**How to complete this task:** From the following material, say how many lines have "Madonne" in them; write only the number.
<<<<
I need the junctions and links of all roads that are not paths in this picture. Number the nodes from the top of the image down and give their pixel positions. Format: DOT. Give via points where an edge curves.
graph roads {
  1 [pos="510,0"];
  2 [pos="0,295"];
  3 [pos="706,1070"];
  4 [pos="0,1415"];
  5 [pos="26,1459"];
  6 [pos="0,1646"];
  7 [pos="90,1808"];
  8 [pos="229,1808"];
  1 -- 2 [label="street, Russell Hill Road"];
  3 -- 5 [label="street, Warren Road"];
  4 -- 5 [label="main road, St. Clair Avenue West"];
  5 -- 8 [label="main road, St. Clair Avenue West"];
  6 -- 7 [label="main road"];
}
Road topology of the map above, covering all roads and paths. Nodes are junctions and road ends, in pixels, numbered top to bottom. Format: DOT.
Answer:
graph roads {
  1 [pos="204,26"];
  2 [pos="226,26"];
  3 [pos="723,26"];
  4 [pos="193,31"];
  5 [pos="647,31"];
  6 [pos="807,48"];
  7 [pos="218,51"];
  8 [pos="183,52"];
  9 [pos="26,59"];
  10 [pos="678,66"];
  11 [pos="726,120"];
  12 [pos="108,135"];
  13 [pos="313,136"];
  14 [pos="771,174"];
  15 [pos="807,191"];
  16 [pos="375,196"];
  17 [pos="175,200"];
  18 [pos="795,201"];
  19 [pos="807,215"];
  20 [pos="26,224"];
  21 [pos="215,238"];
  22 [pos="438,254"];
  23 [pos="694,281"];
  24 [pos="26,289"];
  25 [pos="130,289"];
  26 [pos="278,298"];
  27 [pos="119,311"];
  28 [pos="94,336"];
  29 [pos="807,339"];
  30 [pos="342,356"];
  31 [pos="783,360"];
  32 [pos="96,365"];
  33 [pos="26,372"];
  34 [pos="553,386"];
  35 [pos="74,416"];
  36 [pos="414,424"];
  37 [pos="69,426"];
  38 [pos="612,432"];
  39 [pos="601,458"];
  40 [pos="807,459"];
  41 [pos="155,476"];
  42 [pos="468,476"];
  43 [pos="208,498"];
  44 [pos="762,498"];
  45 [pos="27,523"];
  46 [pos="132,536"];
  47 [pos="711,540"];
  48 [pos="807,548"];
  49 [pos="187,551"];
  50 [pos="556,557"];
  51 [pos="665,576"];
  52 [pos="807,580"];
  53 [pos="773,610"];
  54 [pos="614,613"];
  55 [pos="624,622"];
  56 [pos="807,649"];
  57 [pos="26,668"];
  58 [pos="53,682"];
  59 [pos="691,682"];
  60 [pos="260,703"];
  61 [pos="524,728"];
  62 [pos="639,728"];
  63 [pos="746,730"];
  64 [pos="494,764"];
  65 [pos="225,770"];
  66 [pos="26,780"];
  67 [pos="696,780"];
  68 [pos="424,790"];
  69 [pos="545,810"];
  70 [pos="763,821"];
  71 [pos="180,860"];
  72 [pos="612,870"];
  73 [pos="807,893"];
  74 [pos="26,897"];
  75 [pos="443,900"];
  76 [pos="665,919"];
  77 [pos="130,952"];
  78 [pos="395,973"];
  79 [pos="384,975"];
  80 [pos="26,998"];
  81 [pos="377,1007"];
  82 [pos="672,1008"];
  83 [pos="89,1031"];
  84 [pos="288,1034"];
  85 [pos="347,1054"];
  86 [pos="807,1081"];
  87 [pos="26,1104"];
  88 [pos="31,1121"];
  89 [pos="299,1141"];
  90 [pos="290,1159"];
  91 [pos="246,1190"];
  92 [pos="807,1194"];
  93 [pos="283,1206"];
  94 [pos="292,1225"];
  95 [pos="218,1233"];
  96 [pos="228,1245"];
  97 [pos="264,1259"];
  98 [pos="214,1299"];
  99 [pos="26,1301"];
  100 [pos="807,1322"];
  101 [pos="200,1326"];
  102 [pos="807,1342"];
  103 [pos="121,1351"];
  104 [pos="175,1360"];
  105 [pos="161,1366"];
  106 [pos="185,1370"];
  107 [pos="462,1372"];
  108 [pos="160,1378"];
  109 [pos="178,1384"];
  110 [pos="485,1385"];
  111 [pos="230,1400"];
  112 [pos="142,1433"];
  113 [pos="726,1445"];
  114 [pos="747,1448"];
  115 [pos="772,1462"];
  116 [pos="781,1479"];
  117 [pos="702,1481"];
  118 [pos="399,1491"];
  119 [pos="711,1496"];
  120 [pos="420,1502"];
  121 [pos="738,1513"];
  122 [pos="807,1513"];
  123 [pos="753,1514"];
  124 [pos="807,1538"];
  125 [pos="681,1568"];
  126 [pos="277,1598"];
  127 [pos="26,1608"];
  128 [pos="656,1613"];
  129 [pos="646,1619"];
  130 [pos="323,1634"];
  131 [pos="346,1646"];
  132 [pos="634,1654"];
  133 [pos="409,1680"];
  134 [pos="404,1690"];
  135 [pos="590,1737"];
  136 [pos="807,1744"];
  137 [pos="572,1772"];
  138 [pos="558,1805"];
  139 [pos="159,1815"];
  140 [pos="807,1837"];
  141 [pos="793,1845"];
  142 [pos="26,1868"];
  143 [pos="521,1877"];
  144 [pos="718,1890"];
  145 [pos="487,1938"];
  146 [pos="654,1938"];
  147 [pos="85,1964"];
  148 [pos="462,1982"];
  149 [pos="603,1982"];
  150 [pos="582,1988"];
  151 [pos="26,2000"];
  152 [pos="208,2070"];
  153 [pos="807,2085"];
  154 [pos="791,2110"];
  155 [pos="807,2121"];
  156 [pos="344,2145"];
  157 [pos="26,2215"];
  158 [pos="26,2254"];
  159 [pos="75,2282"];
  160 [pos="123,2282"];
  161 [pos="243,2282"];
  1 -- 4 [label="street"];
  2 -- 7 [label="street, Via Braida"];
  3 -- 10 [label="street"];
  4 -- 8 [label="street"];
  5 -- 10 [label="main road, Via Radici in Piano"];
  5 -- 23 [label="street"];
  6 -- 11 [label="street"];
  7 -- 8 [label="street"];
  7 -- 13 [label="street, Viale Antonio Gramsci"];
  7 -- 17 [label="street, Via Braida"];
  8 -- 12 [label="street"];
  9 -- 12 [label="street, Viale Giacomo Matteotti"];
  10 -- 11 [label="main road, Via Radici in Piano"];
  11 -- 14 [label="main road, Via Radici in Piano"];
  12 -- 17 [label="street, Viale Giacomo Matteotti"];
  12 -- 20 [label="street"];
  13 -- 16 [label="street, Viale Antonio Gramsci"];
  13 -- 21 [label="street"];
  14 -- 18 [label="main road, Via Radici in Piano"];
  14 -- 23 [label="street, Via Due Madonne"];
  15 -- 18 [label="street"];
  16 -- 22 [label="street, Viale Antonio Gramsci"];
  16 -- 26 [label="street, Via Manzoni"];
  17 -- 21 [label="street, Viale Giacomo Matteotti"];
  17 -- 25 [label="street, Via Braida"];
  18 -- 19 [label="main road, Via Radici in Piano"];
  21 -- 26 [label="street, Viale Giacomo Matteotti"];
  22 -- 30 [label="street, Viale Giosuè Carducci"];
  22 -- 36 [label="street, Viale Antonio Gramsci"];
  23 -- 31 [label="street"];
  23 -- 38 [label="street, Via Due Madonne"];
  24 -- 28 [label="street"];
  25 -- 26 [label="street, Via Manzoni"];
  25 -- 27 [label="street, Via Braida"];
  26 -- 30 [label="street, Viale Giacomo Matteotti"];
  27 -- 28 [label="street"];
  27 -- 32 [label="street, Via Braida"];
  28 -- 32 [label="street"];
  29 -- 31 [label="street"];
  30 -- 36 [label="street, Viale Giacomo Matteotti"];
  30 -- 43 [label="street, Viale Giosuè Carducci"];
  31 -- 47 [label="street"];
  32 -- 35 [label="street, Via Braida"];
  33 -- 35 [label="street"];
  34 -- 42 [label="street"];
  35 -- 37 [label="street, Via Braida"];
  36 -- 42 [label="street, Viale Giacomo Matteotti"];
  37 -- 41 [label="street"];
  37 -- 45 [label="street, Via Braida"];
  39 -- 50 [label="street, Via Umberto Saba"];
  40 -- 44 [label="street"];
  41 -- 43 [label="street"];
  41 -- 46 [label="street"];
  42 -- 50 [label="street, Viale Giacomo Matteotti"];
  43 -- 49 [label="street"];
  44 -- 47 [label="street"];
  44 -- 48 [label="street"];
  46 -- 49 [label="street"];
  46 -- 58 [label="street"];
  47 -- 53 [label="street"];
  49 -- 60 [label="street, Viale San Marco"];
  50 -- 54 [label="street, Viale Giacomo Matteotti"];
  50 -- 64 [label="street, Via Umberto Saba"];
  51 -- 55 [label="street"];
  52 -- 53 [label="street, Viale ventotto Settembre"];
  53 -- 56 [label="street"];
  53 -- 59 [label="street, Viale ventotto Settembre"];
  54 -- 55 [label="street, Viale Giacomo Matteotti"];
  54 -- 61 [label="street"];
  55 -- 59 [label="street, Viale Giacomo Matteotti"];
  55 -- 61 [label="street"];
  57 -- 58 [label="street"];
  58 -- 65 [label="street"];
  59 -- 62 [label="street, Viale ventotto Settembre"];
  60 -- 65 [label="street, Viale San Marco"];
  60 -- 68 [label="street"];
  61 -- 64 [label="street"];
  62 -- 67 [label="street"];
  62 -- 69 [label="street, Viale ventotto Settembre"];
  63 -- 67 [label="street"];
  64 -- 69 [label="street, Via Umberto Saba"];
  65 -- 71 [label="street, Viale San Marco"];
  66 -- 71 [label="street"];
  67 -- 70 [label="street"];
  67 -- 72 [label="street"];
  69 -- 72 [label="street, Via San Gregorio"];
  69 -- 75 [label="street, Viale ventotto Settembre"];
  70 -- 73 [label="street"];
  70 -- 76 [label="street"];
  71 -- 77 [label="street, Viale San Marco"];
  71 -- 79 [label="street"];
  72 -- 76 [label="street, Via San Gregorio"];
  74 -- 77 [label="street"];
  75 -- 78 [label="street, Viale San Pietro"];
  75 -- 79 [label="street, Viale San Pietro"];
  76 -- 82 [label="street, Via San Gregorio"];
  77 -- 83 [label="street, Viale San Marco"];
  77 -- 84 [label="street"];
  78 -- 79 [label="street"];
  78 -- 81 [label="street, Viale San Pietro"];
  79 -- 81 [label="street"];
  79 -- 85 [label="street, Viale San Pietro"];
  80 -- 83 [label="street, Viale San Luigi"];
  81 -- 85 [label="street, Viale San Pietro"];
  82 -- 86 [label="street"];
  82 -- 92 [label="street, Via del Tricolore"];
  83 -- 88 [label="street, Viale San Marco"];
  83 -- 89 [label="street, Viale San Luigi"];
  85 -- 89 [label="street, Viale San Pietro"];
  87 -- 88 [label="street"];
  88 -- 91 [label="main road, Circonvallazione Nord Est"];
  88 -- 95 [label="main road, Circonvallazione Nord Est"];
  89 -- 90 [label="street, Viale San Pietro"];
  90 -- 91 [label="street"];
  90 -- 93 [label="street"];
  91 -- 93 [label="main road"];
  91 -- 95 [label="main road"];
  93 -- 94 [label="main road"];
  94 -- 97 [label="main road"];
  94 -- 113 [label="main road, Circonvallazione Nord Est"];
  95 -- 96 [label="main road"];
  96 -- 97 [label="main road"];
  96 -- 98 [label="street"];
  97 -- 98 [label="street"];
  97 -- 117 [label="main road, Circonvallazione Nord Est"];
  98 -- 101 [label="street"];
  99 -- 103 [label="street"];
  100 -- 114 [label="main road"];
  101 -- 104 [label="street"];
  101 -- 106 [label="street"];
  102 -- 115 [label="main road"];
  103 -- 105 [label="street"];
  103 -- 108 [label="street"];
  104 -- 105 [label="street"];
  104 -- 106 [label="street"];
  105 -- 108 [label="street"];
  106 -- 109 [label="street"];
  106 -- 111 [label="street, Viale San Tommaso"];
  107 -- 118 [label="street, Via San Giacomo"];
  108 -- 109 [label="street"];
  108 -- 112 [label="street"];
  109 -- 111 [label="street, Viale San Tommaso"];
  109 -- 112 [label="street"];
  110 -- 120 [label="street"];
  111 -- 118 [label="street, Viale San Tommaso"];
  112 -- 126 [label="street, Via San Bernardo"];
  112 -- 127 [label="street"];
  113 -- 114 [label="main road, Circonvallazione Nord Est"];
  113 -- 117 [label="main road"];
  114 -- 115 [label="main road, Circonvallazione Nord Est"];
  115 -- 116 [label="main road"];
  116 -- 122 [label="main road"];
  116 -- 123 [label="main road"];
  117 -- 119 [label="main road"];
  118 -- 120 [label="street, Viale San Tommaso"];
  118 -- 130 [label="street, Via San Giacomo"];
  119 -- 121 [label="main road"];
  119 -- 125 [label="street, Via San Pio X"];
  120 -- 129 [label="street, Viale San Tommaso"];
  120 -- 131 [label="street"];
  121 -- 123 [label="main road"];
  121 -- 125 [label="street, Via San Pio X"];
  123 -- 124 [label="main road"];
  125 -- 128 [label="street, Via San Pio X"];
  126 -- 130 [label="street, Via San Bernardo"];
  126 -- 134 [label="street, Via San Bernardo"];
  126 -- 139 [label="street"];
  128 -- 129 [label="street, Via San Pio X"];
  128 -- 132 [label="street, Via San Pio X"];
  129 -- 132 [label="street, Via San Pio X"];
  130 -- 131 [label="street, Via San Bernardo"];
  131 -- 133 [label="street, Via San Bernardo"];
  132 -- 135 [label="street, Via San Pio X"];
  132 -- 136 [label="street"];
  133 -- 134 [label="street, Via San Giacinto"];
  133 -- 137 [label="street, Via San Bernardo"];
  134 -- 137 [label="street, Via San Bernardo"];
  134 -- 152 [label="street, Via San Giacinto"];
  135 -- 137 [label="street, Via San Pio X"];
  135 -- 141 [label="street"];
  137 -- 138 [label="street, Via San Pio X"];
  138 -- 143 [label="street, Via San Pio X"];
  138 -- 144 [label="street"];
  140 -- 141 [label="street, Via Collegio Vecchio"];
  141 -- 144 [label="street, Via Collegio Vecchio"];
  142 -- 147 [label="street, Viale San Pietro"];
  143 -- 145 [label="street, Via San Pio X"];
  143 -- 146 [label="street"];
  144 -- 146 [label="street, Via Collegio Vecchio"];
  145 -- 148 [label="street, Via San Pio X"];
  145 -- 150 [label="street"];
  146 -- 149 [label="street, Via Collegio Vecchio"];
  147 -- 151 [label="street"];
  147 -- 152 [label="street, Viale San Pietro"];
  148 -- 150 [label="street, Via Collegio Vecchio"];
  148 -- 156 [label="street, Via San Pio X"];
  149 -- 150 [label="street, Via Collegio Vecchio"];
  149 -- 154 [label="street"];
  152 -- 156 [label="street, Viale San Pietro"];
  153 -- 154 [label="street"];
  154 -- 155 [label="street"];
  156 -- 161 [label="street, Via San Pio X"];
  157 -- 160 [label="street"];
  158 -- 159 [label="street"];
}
>>>>
**Solved problem:** 2